When I’ve exhausted all possible entertainment at the airport, alienated my Skype contacts, spent a great deal of money and walked from end to end three times, it’s finally time to board the flight to LAX. That terrible Rachel Stevens song irresistibly comes to mind as I read it on my boarding card.
True to my recently acquired habit of talking to any and all strangers in my vicinity, I sit beside a stand-up comic on the plane and we talk for the journey about comedy, about writing, about creativity. He invites me to a show he’s doing the next night. He also provides my favourite quote of my time in the US by asking earnestly, “Are you into juicing?”
To put this in context, I’m asking about the highlights of LA and what I should see in my short two days there. He talks at some length about the ‘juicing scene’ in the city – i.e. smoothie bars – and the question comes up. I answer that I don’t really think it’s something to get too excited about.
For all my reservations about Los Angeles and the many assertions from others that I’ll hate the place, I can’t help but be awed as I look out the window of the plane at the sprawling mass of lights beneath me. Or as I leave my Air Bnb flat the following morning to see the Hollywood sign peeping out at me from among the hills.
With only 36 hours to spend in the city, I set out early and head for the boulevard.

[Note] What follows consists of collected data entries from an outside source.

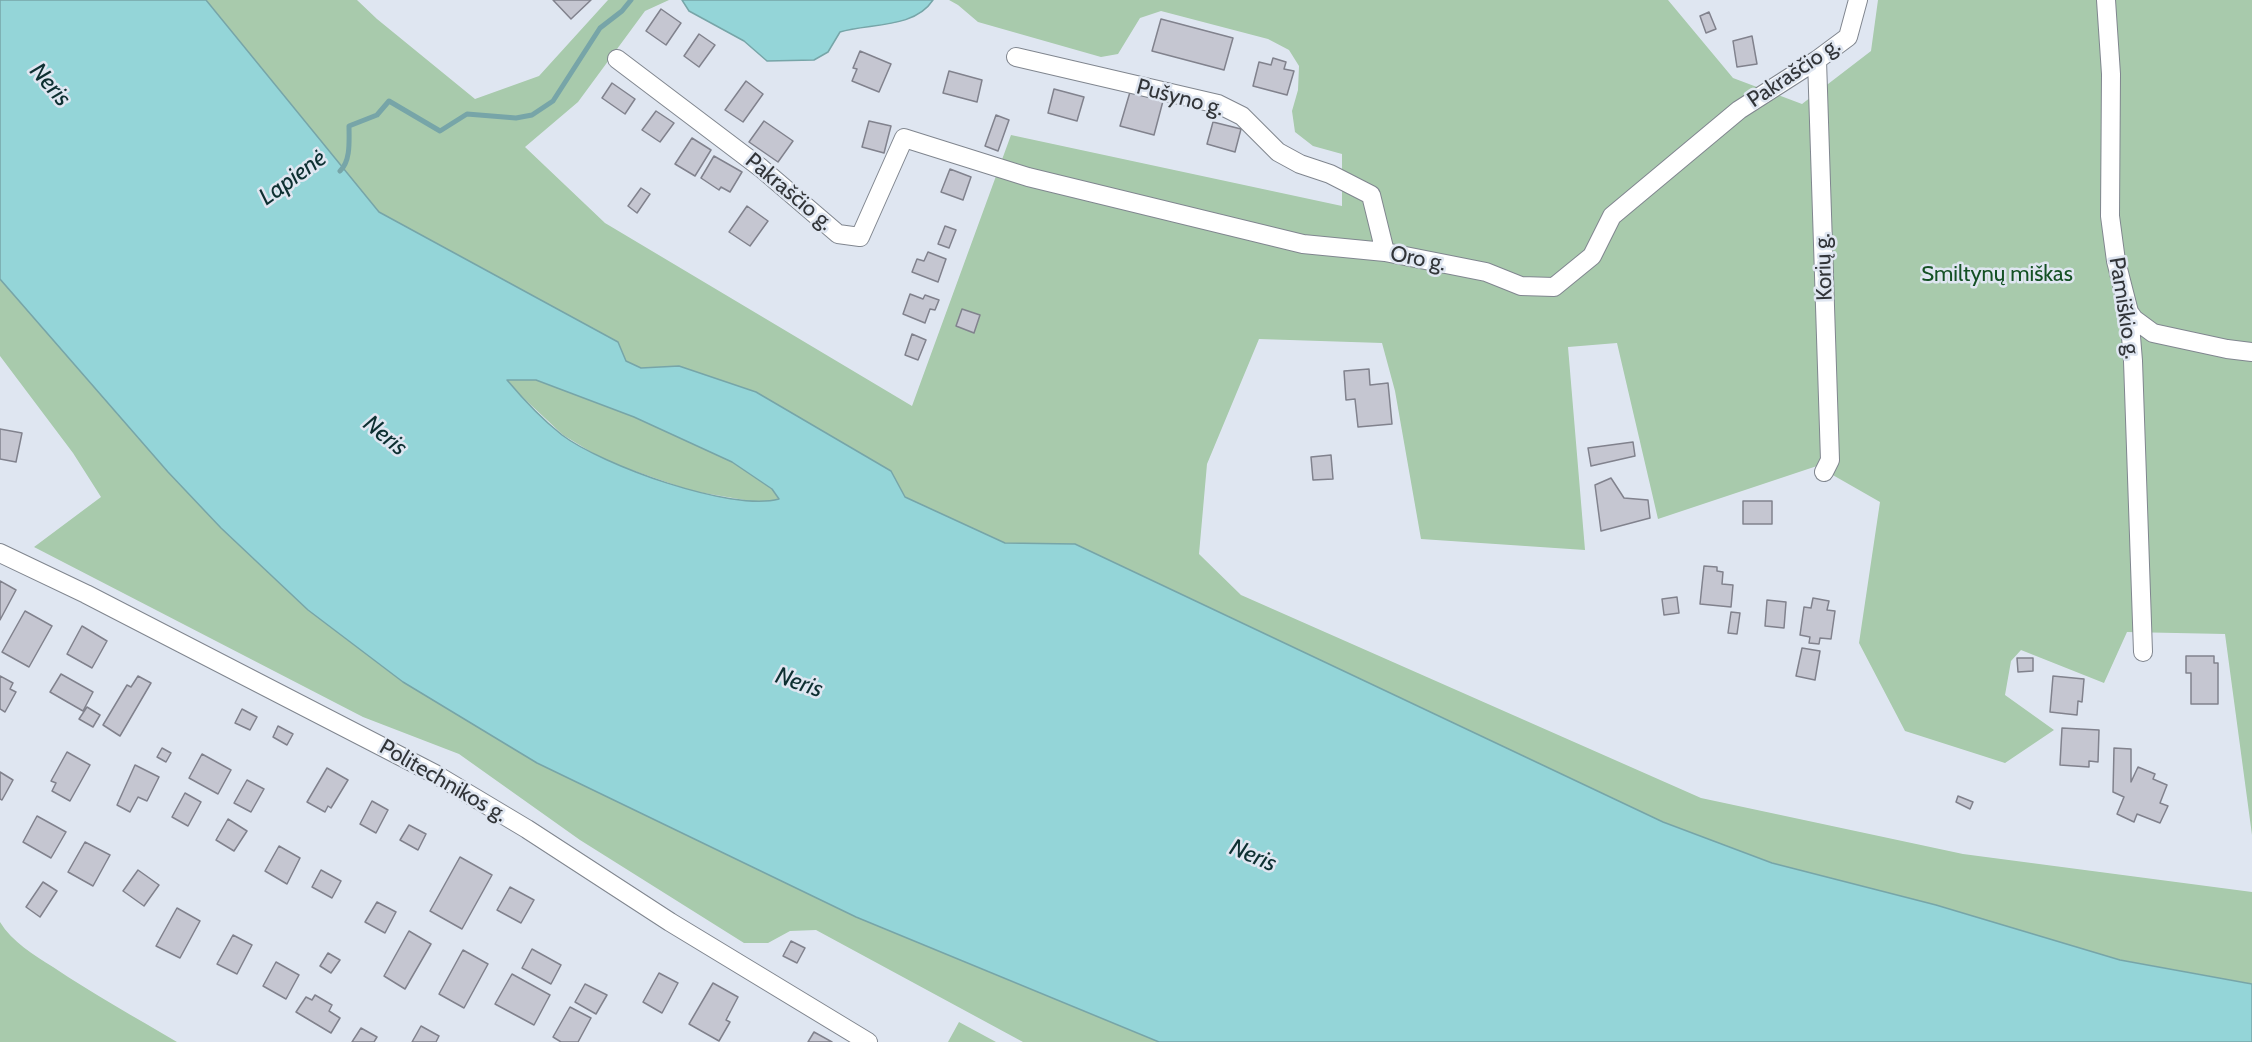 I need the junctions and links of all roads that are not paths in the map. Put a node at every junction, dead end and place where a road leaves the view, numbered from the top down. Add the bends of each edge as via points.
1 (1858, 0) edge
2 (2106, 0) edge
3 (1016, 57) dead end
4 (617, 59) dead end
5 (1817, 60) junction
6 (1739, 110) joint
7 (1028, 177) joint
8 (1385, 252) junction
9 (2128, 312) junction
10 (2252, 352) edge
11 (1824, 472) dead end
12 (0, 553) edge
13 (2144, 652) dead end
14 (868, 1042) edge

1 - 5 street, Pakraščio g. via 1848,37
2 - 9 street, Pamiškio g. via 2111,74 2110,216
3 - 8 street, Pušyno g. via 1218,104 1242,116 1278,152 1371,195
4 - 7 street, Pakraščio g. via 761,168 838,234 860,237 904,138
5 - 6 street, Pakraščio g.
5 - 11 street, Korių g. via 1830,460
6 - 8 street, Oro g. via 1612,216 1592,255 1554,287 1521,286 1486,272
7 - 8 street, Oro g. via 1303,244
9 - 10 street via 2153,333
9 - 13 street, Pamiškio g.
12 - 14 street, Politechnikos g. via 435,774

This is a little underwhelming, the stars on the pavement neglected and grubby, the many and pungent homeless people lingering nearby further eroding their glamour. But it’s fun nonetheless to find and photograph my favourites in the worlds of music and film, the collection of which says a lot about my cultural tastes.

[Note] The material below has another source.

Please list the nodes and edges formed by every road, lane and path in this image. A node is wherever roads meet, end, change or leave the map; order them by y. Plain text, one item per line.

I make the somewhat unwise decision after this to hike through overpowering heat, comparable although not quite as crippling as Haiti’s, to Griffith Park in the north of the city. Walking up a steep sandy track, dripping with sweat under the powerful afternoon sun, I plan many times to turn back. But the hill ahead and my new penchant for spontaneity tempts me irresistibly on. I’m thankful as I stare out from the top of the hill near the observatory to see LA laid out in a glittering haze beneath me.

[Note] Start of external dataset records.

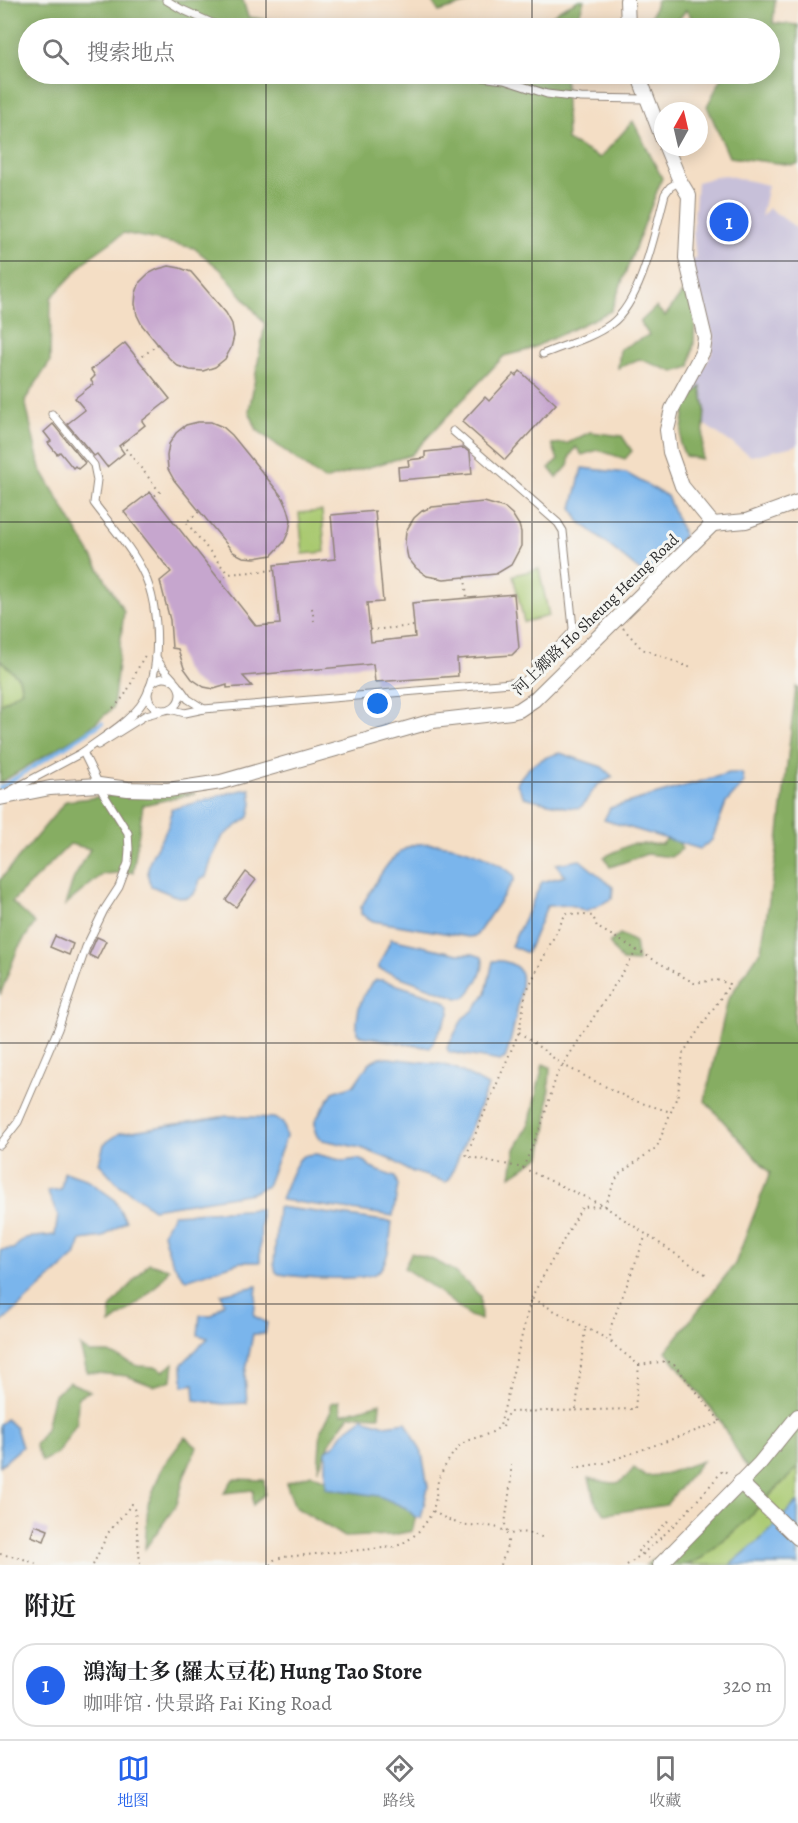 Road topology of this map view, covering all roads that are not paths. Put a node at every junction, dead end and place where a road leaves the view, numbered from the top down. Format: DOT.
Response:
graph roads {
  1 [pos="166,0"];
  2 [pos="627,0"];
  3 [pos="201,18"];
  4 [pos="628,18"];
  5 [pos="517,84"];
  6 [pos="641,84"];
  7 [pos="646,99"];
  8 [pos="654,118"];
  9 [pos="670,156"];
  10 [pos="680,181"];
  11 [pos="543,354"];
  12 [pos="52,414"];
  13 [pos="453,431"];
  14 [pos="798,502"];
  15 [pos="712,524"];
  16 [pos="156,655"];
  17 [pos="177,684"];
  18 [pos="149,689"];
  19 [pos="204,709"];
  20 [pos="167,710"];
  21 [pos="83,752"];
  22 [pos="99,785"];
  23 [pos="0,797"];
  24 [pos="0,1145"];
  25 [pos="798,1416"];
  26 [pos="744,1487"];
  27 [pos="798,1538"];
  28 [pos="655,1562"];
  1 -- 3 [label="lane"];
  2 -- 4 [label="street"];
  5 -- 7 [label="lane"];
  6 -- 7 [label="street"];
  7 -- 8 [label="street"];
  9 -- 10 [label="street"];
  10 -- 11 [label="lane"];
  10 -- 15 [label="street"];
  12 -- 16 [label="lane"];
  13 -- 19 [label="lane"];
  14 -- 15 [label="street"];
  15 -- 22 [label="street, 河上鄉路 Ho Sheung Heung Road"];
  16 -- 17 [label="lane"];
  16 -- 18 [label="lane"];
  17 -- 18 [label="lane"];
  17 -- 19 [label="lane"];
  17 -- 20 [label="lane"];
  18 -- 20 [label="lane"];
  18 -- 21 [label="lane"];
  19 -- 20 [label="lane"];
  20 -- 21 [label="lane"];
  21 -- 22 [label="lane"];
  21 -- 23 [label="lane"];
  22 -- 23 [label="street, 河上鄉路 Ho Sheung Heung Road"];
  22 -- 24 [label="lane"];
  25 -- 26 [label="street"];
  26 -- 27 [label="street"];
  26 -- 28 [label="street"];
} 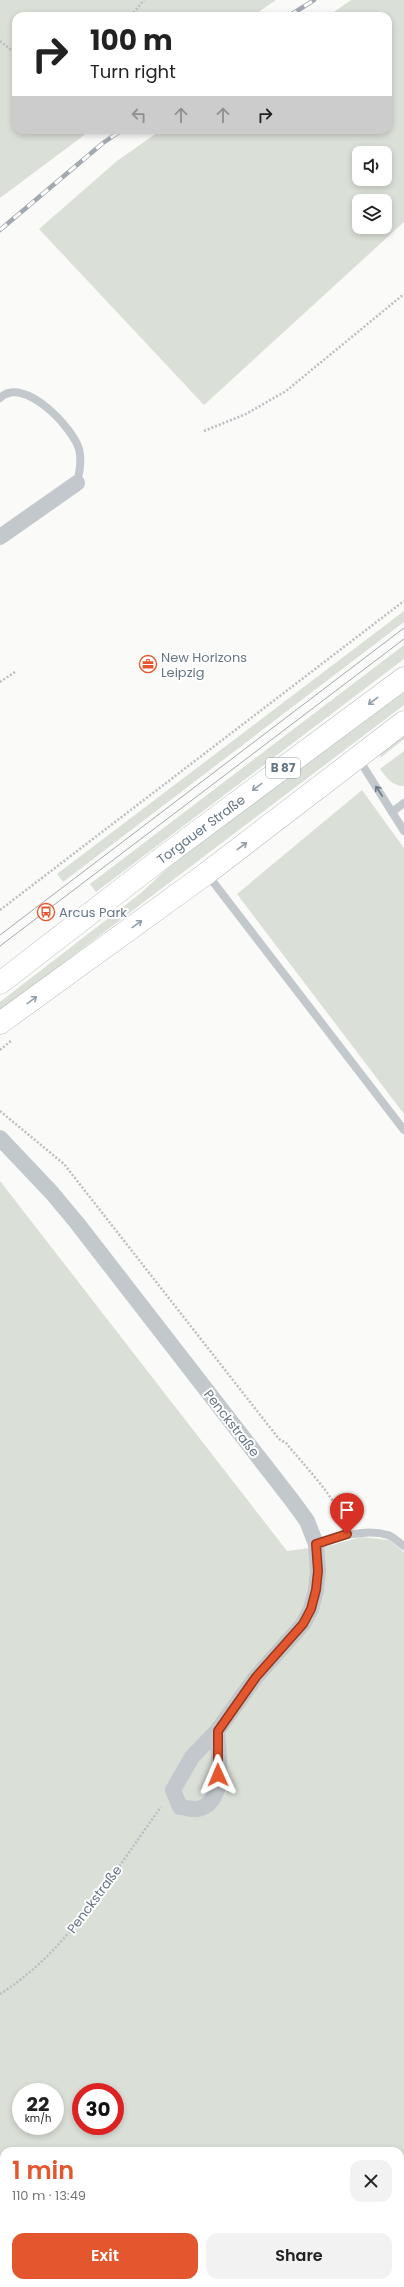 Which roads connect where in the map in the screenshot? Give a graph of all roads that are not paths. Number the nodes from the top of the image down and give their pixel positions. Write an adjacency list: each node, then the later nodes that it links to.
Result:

But as I turn back after taking in this view for some long minutes, I feel the disconcerting tingling in my arms and legs I’ve come to associate with over-exertion and the onset of illness. I walk quickly back to the flat.
I find it blissfully empty, and soon forget any physical concerns by losing myself in the great luxury of being alone, cooking for myself and watching a film from the deep cushions of a sofa. This may not sound like much, but as fellow backpackers will know, these small home comforts and moments of solitude are difficult to find when you’re on the road. I spend a few contented hours watching Muriel’s Wedding, which I’ve never seen before, and immediately adore.
That evening is the comedy show, which I enjoy immensely, and note with great interest how different it is to stand-up in the UK. Firstly, the comedians are given much shorter sets, about five minutes each. Secondly, a lot more stereotyping seems to be allowed, particularly racial stereotyping – which simply wouldn’t be acceptable back home and I’m mildly offended by.
Feeling as if I’ve seen only a fraction of the city, not even yet making it out of Hollywood, the next morning I pack to leave for my day-long bus to San Francisco. On the walk to the station, and with some time to kill, I feel some curiosity about this juicing business and spend $8 on a peanut butter smoothie. I was right. It’s not something to get too excited about.